Task to carry out:
Please give the records below back in full, exactly as shown.

Collected data entries:
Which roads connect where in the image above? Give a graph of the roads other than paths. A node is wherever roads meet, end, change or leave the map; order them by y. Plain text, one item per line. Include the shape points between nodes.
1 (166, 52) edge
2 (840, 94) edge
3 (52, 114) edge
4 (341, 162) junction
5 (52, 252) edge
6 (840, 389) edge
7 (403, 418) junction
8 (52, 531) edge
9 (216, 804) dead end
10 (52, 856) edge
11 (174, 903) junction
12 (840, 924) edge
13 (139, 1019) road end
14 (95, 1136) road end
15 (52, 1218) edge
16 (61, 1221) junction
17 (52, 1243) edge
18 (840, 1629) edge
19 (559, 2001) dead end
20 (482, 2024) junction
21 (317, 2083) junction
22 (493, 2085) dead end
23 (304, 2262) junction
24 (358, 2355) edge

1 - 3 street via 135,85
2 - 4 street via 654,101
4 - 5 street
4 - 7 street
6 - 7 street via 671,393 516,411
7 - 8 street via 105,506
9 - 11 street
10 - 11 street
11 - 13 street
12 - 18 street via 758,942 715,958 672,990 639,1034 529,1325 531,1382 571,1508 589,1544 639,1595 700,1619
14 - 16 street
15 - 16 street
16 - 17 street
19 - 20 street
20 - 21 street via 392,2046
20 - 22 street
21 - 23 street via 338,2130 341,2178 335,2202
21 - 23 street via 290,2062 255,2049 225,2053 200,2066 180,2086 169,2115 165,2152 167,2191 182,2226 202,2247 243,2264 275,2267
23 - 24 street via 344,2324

Result for this task:
Which roads connect where in the image above? Give a graph of the roads other than paths. A node is wherever roads meet, end, change or leave the map; order them by y. Plain text, one item per line. Include the shape points between nodes.
1 (166, 52) edge
2 (840, 94) edge
3 (52, 114) edge
4 (341, 162) junction
5 (52, 252) edge
6 (840, 389) edge
7 (403, 418) junction
8 (52, 531) edge
9 (216, 804) dead end
10 (52, 856) edge
11 (174, 903) junction
12 (840, 924) edge
13 (139, 1019) road end
14 (95, 1136) road end
15 (52, 1218) edge
16 (61, 1221) junction
17 (52, 1243) edge
18 (840, 1629) edge
19 (559, 2001) dead end
20 (482, 2024) junction
21 (317, 2083) junction
22 (493, 2085) dead end
23 (304, 2262) junction
24 (358, 2355) edge

1 - 3 street via 135,85
2 - 4 street via 654,101
4 - 5 street
4 - 7 street
6 - 7 street via 671,393 516,411
7 - 8 street via 105,506
9 - 11 street
10 - 11 street
11 - 13 street
12 - 18 street via 758,942 715,958 672,990 639,1034 529,1325 531,1382 571,1508 589,1544 639,1595 700,1619
14 - 16 street
15 - 16 street
16 - 17 street
19 - 20 street
20 - 21 street via 392,2046
20 - 22 street
21 - 23 street via 338,2130 341,2178 335,2202
21 - 23 street via 290,2062 255,2049 225,2053 200,2066 180,2086 169,2115 165,2152 167,2191 182,2226 202,2247 243,2264 275,2267
23 - 24 street via 344,2324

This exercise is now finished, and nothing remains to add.